Published 02 Oct.2025 09:05(KST)
The Credit Guarantee Fund announced on October 2 that it has successfully completed the issuance of overseas bonds worth 300 million US dollars.
This marks the fifth overseas bond issuance by the Credit Guarantee Fund, and the institution stated that it achieved its best-ever results in both interest rate conditions and investor demand.
After recently analyzing market demand, the Credit Guarantee Fund issued floating-rate bonds, which are preferred by investors, and significantly lowered the funding interest rate. When converted to a fixed-rate bond, the funding cost is equivalent to the three-year US Treasury yield plus 40 basis points (1bp = 0.01 percentage points), which is the lowest level ever, compared to 120 basis points in 2023 and 75 basis points in 2024.
Notably, the Credit Guarantee Fund held its first-ever investor relations session in the Middle East, attracting local policy banks and top-tier investment institutions, thereby expanding its global investor base. As a result, the bond issuance attracted orders totaling 3.16 billion US dollars, the largest in its overseas issuance history.

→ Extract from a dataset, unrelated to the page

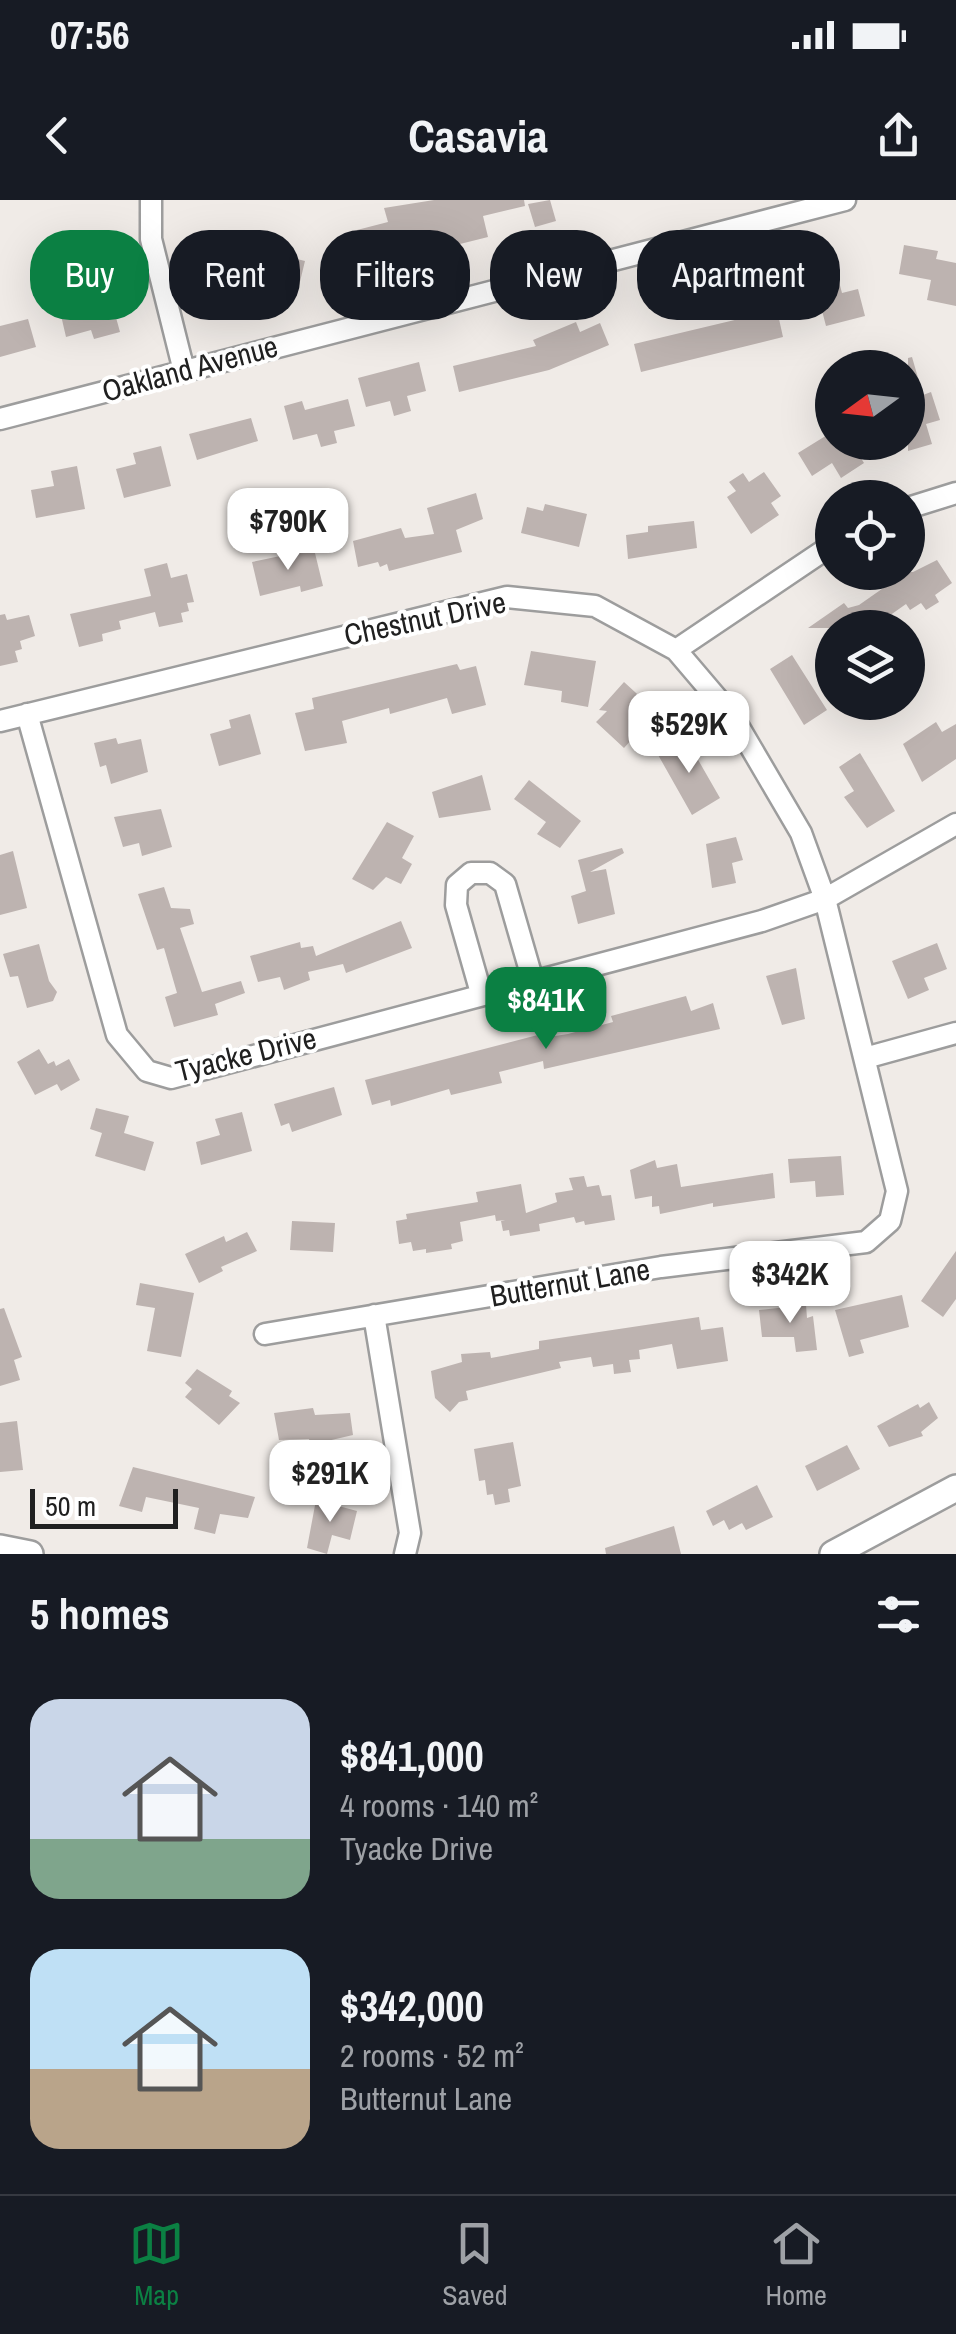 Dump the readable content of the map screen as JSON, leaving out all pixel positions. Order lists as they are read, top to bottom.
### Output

The interest rate for this issuance is about 16.2 basis points lower than domestic funding, and the reduced funding cost is expected to help lower financing expenses for small and medium-sized enterprises as well as mid-sized companies.
A Credit Guarantee Fund official stated, "Despite challenging external conditions, we were able to issue bonds at lower rates than in the domestic market thanks to our accumulated experience and expertise. Going forward, the Credit Guarantee Fund will continue to prioritize easing interest burdens for companies and will strive to achieve further successful overseas issuances."